>>>>>

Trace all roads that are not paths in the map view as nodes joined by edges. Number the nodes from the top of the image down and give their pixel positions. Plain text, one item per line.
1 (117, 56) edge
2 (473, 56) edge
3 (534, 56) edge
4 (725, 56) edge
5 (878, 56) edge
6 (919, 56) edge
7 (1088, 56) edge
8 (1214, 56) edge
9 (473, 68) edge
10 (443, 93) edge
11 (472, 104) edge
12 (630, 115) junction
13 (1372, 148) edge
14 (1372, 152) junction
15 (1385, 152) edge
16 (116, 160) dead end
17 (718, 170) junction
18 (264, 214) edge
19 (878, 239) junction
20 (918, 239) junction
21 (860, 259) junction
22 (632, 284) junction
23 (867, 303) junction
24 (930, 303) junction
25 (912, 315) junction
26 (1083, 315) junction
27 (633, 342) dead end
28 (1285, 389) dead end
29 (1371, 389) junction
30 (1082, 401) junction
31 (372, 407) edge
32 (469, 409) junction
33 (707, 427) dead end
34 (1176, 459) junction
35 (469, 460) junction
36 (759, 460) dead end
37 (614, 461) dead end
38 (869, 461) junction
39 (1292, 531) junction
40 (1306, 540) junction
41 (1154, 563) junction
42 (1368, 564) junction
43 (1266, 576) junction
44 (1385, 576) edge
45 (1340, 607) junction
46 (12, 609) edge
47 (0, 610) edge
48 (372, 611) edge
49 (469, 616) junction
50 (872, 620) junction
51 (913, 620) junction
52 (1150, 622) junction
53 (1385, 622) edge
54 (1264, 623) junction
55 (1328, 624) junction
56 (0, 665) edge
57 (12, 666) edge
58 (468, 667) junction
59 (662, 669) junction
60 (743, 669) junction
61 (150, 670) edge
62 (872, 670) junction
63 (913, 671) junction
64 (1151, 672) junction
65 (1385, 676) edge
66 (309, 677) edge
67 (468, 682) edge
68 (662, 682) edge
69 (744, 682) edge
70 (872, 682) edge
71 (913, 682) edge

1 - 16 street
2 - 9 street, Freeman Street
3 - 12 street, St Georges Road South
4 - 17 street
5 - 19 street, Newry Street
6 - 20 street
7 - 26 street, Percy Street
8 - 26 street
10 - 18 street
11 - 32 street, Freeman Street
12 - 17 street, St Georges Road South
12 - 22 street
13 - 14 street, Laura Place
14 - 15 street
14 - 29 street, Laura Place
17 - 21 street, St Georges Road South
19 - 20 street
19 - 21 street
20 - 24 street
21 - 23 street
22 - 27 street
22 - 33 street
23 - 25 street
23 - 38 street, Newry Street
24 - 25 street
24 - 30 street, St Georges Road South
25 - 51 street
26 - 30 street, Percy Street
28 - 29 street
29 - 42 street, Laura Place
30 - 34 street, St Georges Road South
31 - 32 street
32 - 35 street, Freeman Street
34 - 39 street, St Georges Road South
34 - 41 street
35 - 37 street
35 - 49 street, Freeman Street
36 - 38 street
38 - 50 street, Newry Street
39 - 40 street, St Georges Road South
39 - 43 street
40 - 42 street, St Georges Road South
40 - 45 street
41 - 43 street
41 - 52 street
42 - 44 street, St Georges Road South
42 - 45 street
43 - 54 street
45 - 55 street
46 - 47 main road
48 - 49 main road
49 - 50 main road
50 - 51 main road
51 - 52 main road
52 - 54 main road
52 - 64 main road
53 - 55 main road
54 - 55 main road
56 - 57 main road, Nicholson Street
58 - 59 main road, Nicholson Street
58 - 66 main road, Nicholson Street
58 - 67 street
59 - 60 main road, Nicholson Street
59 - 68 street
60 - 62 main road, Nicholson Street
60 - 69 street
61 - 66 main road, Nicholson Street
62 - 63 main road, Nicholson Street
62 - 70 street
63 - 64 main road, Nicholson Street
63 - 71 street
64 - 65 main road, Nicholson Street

<<<<<

*PROBLEM DESCRIPTION*.
Could you retype the entire listing exactly?

*EXERCISE OUTPUT*.
Trace all roads that are not paths in the map view as nodes joined by edges. Number the nodes from the top of the image down and give their pixel positions. Plain text, one item per line.
1 (117, 56) edge
2 (473, 56) edge
3 (534, 56) edge
4 (725, 56) edge
5 (878, 56) edge
6 (919, 56) edge
7 (1088, 56) edge
8 (1214, 56) edge
9 (473, 68) edge
10 (443, 93) edge
11 (472, 104) edge
12 (630, 115) junction
13 (1372, 148) edge
14 (1372, 152) junction
15 (1385, 152) edge
16 (116, 160) dead end
17 (718, 170) junction
18 (264, 214) edge
19 (878, 239) junction
20 (918, 239) junction
21 (860, 259) junction
22 (632, 284) junction
23 (867, 303) junction
24 (930, 303) junction
25 (912, 315) junction
26 (1083, 315) junction
27 (633, 342) dead end
28 (1285, 389) dead end
29 (1371, 389) junction
30 (1082, 401) junction
31 (372, 407) edge
32 (469, 409) junction
33 (707, 427) dead end
34 (1176, 459) junction
35 (469, 460) junction
36 (759, 460) dead end
37 (614, 461) dead end
38 (869, 461) junction
39 (1292, 531) junction
40 (1306, 540) junction
41 (1154, 563) junction
42 (1368, 564) junction
43 (1266, 576) junction
44 (1385, 576) edge
45 (1340, 607) junction
46 (12, 609) edge
47 (0, 610) edge
48 (372, 611) edge
49 (469, 616) junction
50 (872, 620) junction
51 (913, 620) junction
52 (1150, 622) junction
53 (1385, 622) edge
54 (1264, 623) junction
55 (1328, 624) junction
56 (0, 665) edge
57 (12, 666) edge
58 (468, 667) junction
59 (662, 669) junction
60 (743, 669) junction
61 (150, 670) edge
62 (872, 670) junction
63 (913, 671) junction
64 (1151, 672) junction
65 (1385, 676) edge
66 (309, 677) edge
67 (468, 682) edge
68 (662, 682) edge
69 (744, 682) edge
70 (872, 682) edge
71 (913, 682) edge

1 - 16 street
2 - 9 street, Freeman Street
3 - 12 street, St Georges Road South
4 - 17 street
5 - 19 street, Newry Street
6 - 20 street
7 - 26 street, Percy Street
8 - 26 street
10 - 18 street
11 - 32 street, Freeman Street
12 - 17 street, St Georges Road South
12 - 22 street
13 - 14 street, Laura Place
14 - 15 street
14 - 29 street, Laura Place
17 - 21 street, St Georges Road South
19 - 20 street
19 - 21 street
20 - 24 street
21 - 23 street
22 - 27 street
22 - 33 street
23 - 25 street
23 - 38 street, Newry Street
24 - 25 street
24 - 30 street, St Georges Road South
25 - 51 street
26 - 30 street, Percy Street
28 - 29 street
29 - 42 street, Laura Place
30 - 34 street, St Georges Road South
31 - 32 street
32 - 35 street, Freeman Street
34 - 39 street, St Georges Road South
34 - 41 street
35 - 37 street
35 - 49 street, Freeman Street
36 - 38 street
38 - 50 street, Newry Street
39 - 40 street, St Georges Road South
39 - 43 street
40 - 42 street, St Georges Road South
40 - 45 street
41 - 43 street
41 - 52 street
42 - 44 street, St Georges Road South
42 - 45 street
43 - 54 street
45 - 55 street
46 - 47 main road
48 - 49 main road
49 - 50 main road
50 - 51 main road
51 - 52 main road
52 - 54 main road
52 - 64 main road
53 - 55 main road
54 - 55 main road
56 - 57 main road, Nicholson Street
58 - 59 main road, Nicholson Street
58 - 66 main road, Nicholson Street
58 - 67 street
59 - 60 main road, Nicholson Street
59 - 68 street
60 - 62 main road, Nicholson Street
60 - 69 street
61 - 66 main road, Nicholson Street
62 - 63 main road, Nicholson Street
62 - 70 street
63 - 64 main road, Nicholson Street
63 - 71 street
64 - 65 main road, Nicholson Street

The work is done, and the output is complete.